INCOSTITUZIONALITA' DELL'ART. 5 DEL DECRETO CASA RENZI/LUPI: INTERVENTO DELL'AVV. VINCENZO PERTICARO
PROFILI DI INCOSTITUZIONALITA’ DELL’ART. 5 DEL DECRETO LEGGE N.47 DEL 28 MARZO 2014 (DECRETO LEGGE RENZI-LUPI).
Secondo quanto statuito dall’art. 5 del D.L. n.47 del 28 marzo 2014, “Chiunque occupa abusivamente un immobile senza titolo non può chiedere la residenza né l’allacciamento a pubblici servizi in relazione all’immobile medesimo e gli atti emessi in violazione di tale divieto sono nulli a tutti gli effetti di legge”.
Appare di tutta evidenza che la ratio di tale norma è quella di voler reprimere fattispecie delittuose riconducibili alla sfera di applicazione dell’art. 633 c.p., a norma del quale “Chiunque invade arbitrariamente terreni o edifici altrui, pubblici o privati, al fine di occuparli o di trarne altrimenti profitto, è punito, a querela della persona offesa, con la reclusione fino a due anni o con la multa da € 103,00 ad € 1032,00”.
A ben vedere, dall’art. 5 del richiamato D.L. emerge come intento prioritario del legislatore sia esclusivamente quello di reprimere le condotte criminose de quibus, sacrificando diritti fondamentali della persona costituzionalmente garantiti, primo fra tutti quello all’integrità fisica tutelato dall’art. 32 della nostra Carta Costituzionale.
Una tale disposizione si appalesa oltremodo illegittima se si tiene conto della circostanza che lo stesso legislatore penale ha previsto, all’art. 54 c.p., la non punibilità di “chi ha commesso il fatto per esservi stato costretto dalla necessità di salvare sé od altri dal pericolo attuale di un danno grave alla persona”, introducendo, in tal modo, una causa di giustificazione definita come “stato di necessità”.
Secondo un’interpretazione costituzionalmente orientata dell’art. 54 c.p., nel concetto di “danno grave alla persona”, debbono essere ricompresi tutti quei diritti astrattamente riconducibili all’alveo dell’art. 2 Cost. ed indispensabili per la tutela della persona umana come, nel caso che ci occupa, il diritto ad una abitazione la cui funzione è quella di impedire che un soggetto possa essere limitato dalla violazione di un altro diritto, primi fra tutti la vita e l’integrità fisica.
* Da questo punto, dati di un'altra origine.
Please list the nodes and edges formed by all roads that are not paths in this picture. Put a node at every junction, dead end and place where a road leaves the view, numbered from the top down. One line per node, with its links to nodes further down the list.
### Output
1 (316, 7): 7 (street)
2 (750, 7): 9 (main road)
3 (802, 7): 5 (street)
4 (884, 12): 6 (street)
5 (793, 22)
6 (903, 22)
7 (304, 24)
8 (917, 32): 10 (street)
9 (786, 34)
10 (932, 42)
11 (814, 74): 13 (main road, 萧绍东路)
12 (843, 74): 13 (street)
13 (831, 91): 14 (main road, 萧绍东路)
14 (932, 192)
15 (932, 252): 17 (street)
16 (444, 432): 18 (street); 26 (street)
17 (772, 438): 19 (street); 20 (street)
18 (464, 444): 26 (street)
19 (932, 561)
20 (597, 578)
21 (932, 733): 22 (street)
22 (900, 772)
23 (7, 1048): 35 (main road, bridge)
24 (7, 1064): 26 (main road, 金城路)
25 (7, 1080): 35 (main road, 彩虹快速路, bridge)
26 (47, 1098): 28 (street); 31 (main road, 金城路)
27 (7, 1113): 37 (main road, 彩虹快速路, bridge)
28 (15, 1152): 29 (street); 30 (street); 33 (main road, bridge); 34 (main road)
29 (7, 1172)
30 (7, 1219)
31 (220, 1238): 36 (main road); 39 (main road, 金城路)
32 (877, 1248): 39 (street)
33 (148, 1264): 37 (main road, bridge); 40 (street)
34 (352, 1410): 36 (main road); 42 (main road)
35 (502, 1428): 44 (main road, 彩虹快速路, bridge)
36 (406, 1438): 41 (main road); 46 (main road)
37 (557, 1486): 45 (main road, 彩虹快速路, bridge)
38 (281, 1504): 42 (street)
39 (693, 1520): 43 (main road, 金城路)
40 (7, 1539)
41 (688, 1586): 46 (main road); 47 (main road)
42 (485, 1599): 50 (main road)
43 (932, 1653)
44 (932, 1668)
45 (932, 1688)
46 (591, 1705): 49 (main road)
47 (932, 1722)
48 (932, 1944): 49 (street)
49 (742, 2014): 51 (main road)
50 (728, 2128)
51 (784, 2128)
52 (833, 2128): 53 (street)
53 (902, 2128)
Tutto ciò trova, peraltro, pieno riscontro in numerosi pronunciamenti degli Ermellini. Difatti, con la sentenza n. 24987/2011 Cass. Pen., è stato ritenuto che“Ai fini della sussistenza dell'esimente dello stato di necessità previsto dall'art. 54 c.p., rientrano nel concetto di "danno grave alla persona" non solo la lesione della vita o dell'integrità fisica, ma anche quelle situazioni che attentano alla sfera dei diritti fondamentali della persona, secondo la previsione contenuta nell'art. 2 Cost.; e pertanto rientrano in tale previsione anche quelle situazioni che minacciano solo indirettamente l'integrità fisica del soggetto in quanto si riferiscono alla sfera dei beni primari collegati alla personalità, fra i quali deve essere ricompreso il diritto all'abitazione in quanto l'esigenza di un alloggio rientra fra i bisogni primari della persona.”.
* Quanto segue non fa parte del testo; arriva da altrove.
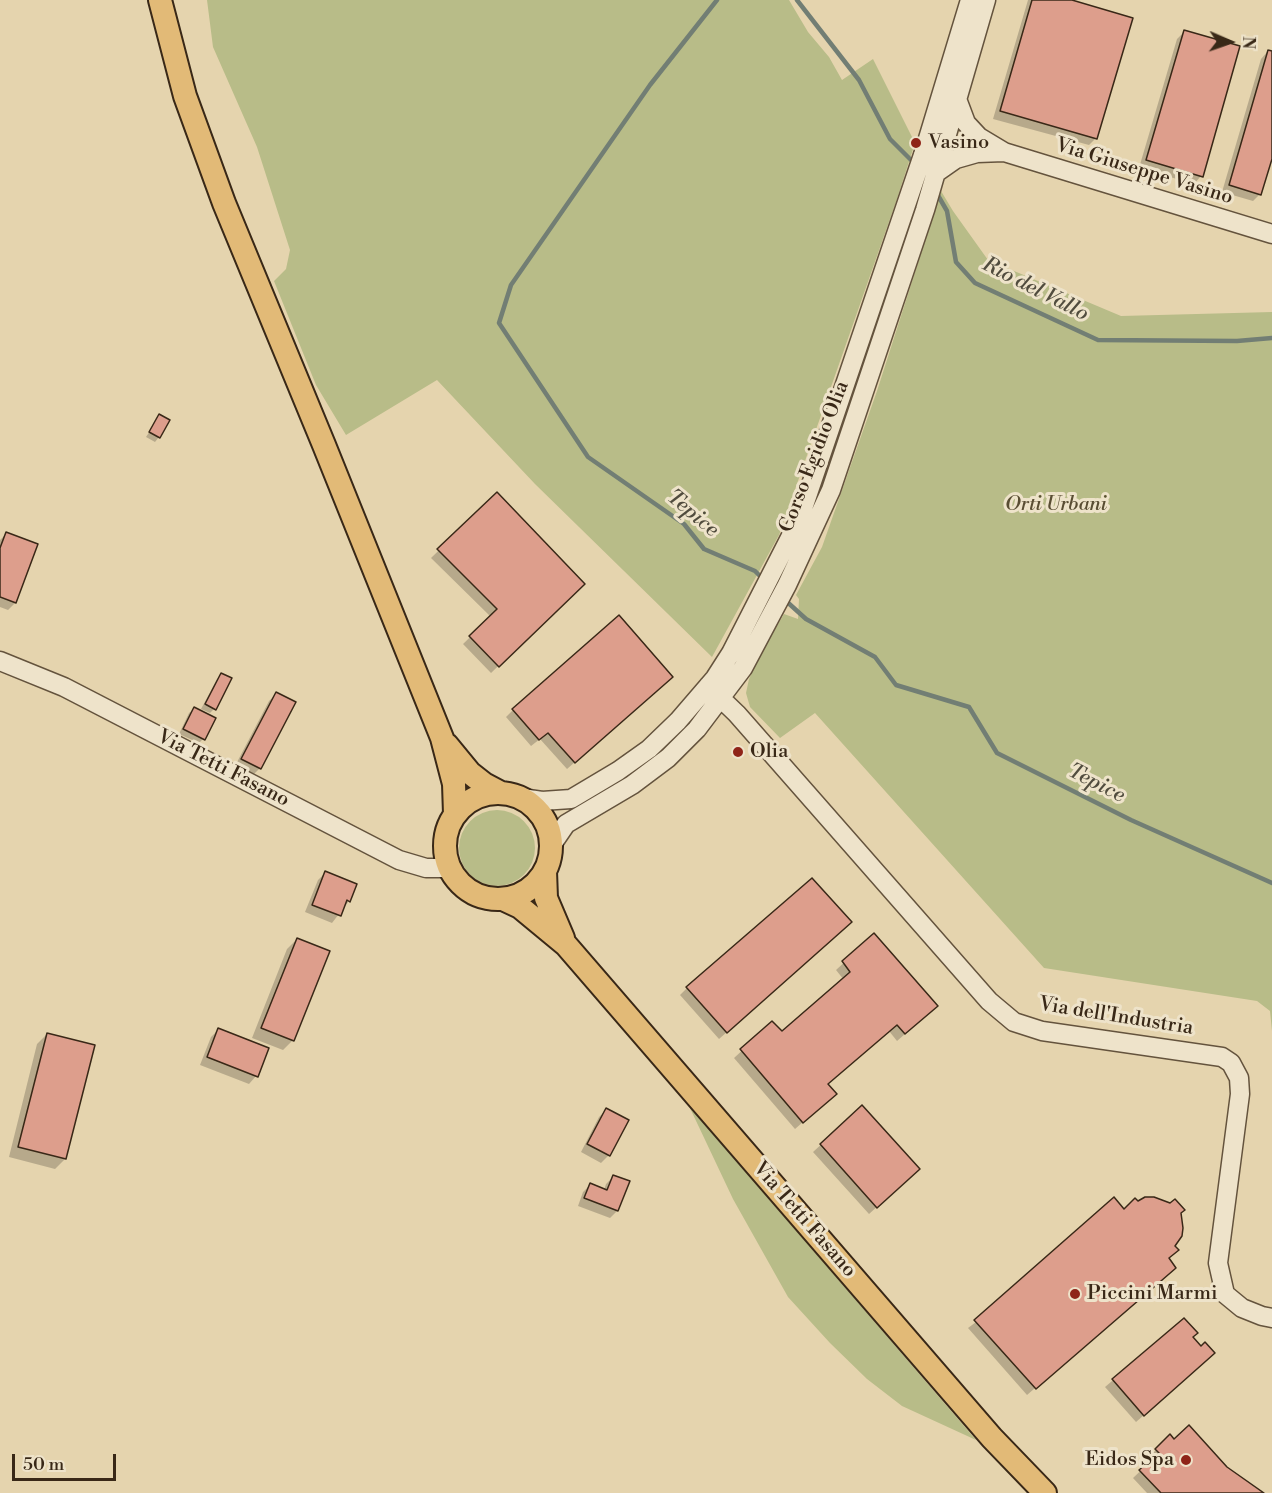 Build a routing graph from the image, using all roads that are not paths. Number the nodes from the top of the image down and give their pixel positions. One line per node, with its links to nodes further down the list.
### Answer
1 (160, 0): 10 (main road)
2 (970, 0): 9 (street, Corso Egidio Olia)
3 (986, 0): 4 (street, Corso Egidio Olia)
4 (957, 99): 5 (street, Via Giuseppe Vasino); 6 (street, Corso Egidio Olia)
5 (1004, 152): 6 (street, Via Giuseppe Vasino); 7 (street, Via Giuseppe Vasino)
6 (936, 173): 9 (street, Corso Egidio Olia)
7 (1272, 234)
8 (0, 661): 14 (street, Via Tetti Fasano)
9 (715, 692): 11 (street, Corso Egidio Olia); 13 (street, Corso Egidio Olia); 18 (street, Via dell'Industria)
10 (442, 738): 11 (main road); 12 (main road)
11 (511, 795): 12 (main road); 13 (main road)
12 (455, 814): 14 (main road)
13 (551, 846): 15 (main road)
14 (449, 868): 16 (main road)
15 (545, 872): 16 (main road); 17 (main road, Via Tetti Fasano)
16 (505, 900): 17 (main road, Via Tetti Fasano)
17 (566, 945): 19 (main road, Via Tetti Fasano)
18 (1272, 1318)
19 (1045, 1493)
Ed ancora, è la sentenza n.13.09.2011 n° 33838 Cass. Pen.a precisare che “L'illecita occupazione di un bene immobile è scriminata dallo stato di necessità conseguente al danno grave alla persona, che ben può consistere, oltre che in lesioni della vita o dell'integrità fisica, nella compromissione di un diritto fondamentale della persona come il diritto di abitazione, sempre che ricorrano, per tutto il tempo dell'illecita occupazione, gli altri elementi costitutivi, e cioè l'assoluta necessità della condotta e l'inevitabilità del pericolo”.
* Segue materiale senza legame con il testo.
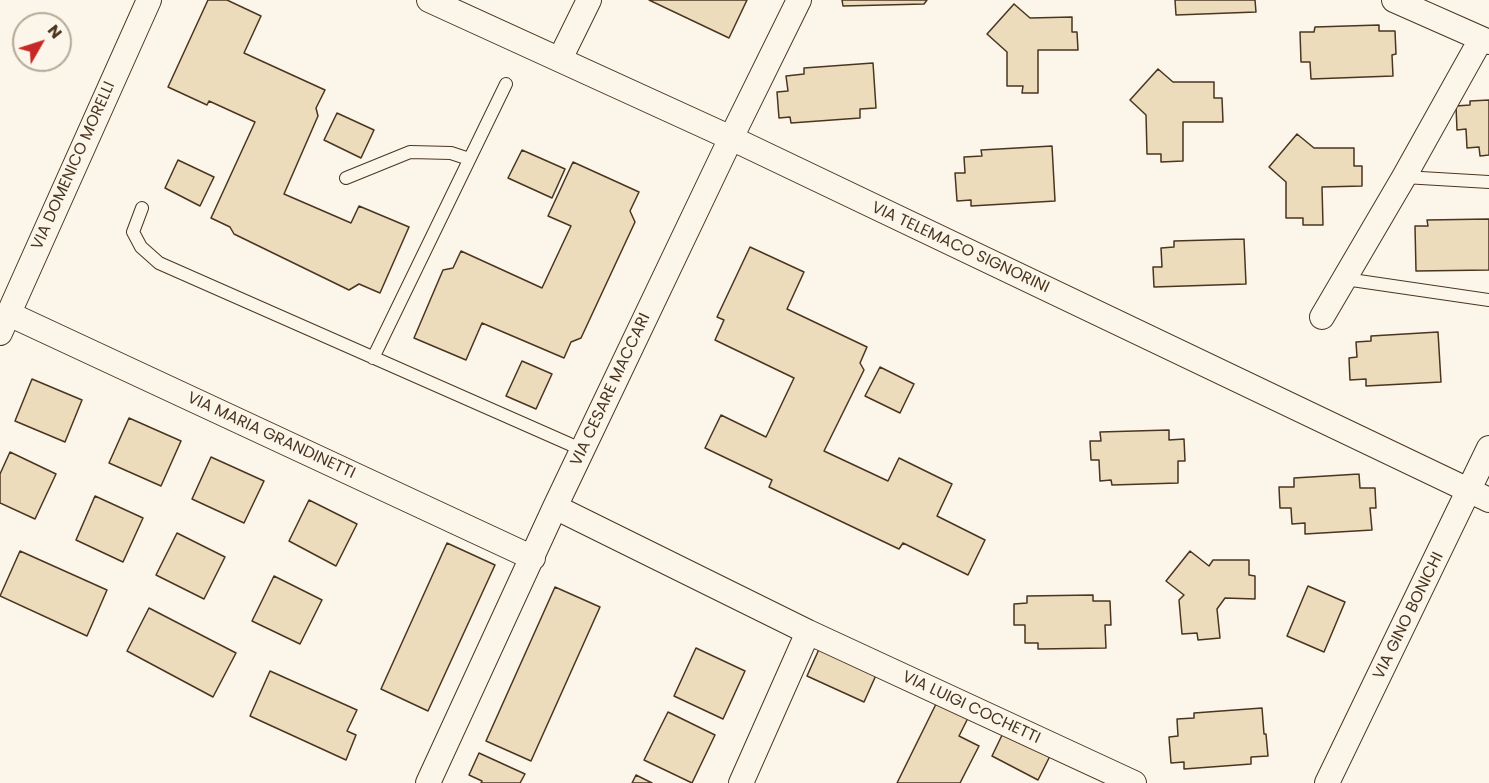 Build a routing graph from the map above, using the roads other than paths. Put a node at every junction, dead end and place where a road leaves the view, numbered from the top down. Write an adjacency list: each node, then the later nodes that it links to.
1 (148, 0): 18 (street, VIA DOMENICO MORELLI)
2 (429, 0): 7 (street, VIA TELEMACO SIGNORINI)
3 (589, 0): 7 (street)
4 (799, 0): 9 (street, VIA CESARE MACCARI)
5 (1395, 0): 6 (street)
6 (1485, 41): 11 (street)
7 (560, 59): 9 (street, VIA TELEMACO SIGNORINI)
8 (506, 84): 10 (lane)
9 (730, 138): 21 (street, VIA CESARE MACCARI); 22 (street, VIA TELEMACO SIGNORINI)
10 (469, 159): 12 (lane); 19 (lane)
11 (1404, 177): 13 (lane); 15 (street)
12 (346, 178)
13 (1489, 182)
14 (142, 208): 19 (lane)
15 (1345, 279): 16 (lane); 17 (street)
16 (1489, 300)
17 (1322, 317)
18 (4, 323): 24 (street, VIA MARIA GRANDINETTI)
19 (373, 358): 21 (lane)
20 (1489, 448): 22 (street, VIA GINO BONICHI)
21 (583, 450): 23 (street, VIA CESARE MACCARI)
22 (1479, 495): 29 (street, VIA GINO BONICHI)
23 (555, 507): 24 (street, VIA CESARE MACCARI); 25 (street, VIA LUIGI COCHETTI)
24 (533, 558): 26 (street, VIA CESARE MACCARI)
25 (808, 632): 27 (street); 28 (street, VIA LUIGI COCHETTI)
26 (428, 783)
27 (741, 783)
28 (1134, 783)
29 (1327, 783)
Orbene, alla luce di quanto fin qui esposto, non può non riscontrarsi come la previsione dell’art. 5 del D.L. n.47 del 28 marzo 2014, mirando a reprimere le condotte contra jus di chi occupa abusivamente un immobile,si presti a ledere molteplici diritti fondamentali costituzionalmente garantiti a tutti gli individui, in primis quello all’integrità fisica.
Al fine di poter meglio delineare i diritti costituzionali che si ritengono violati dalla disposizione de qua, occorre dapprima specificare la base giuridica su cui poggia il concetto di residenza e, precisamente, l’art. 43 c.c. il quale dispone che “il domicilio di una persona è nel luogo in cui ha stabilito la sede dei suoi affari ed interessi. La residenza è nel luogo in cui la persona ha la dimora abituale”.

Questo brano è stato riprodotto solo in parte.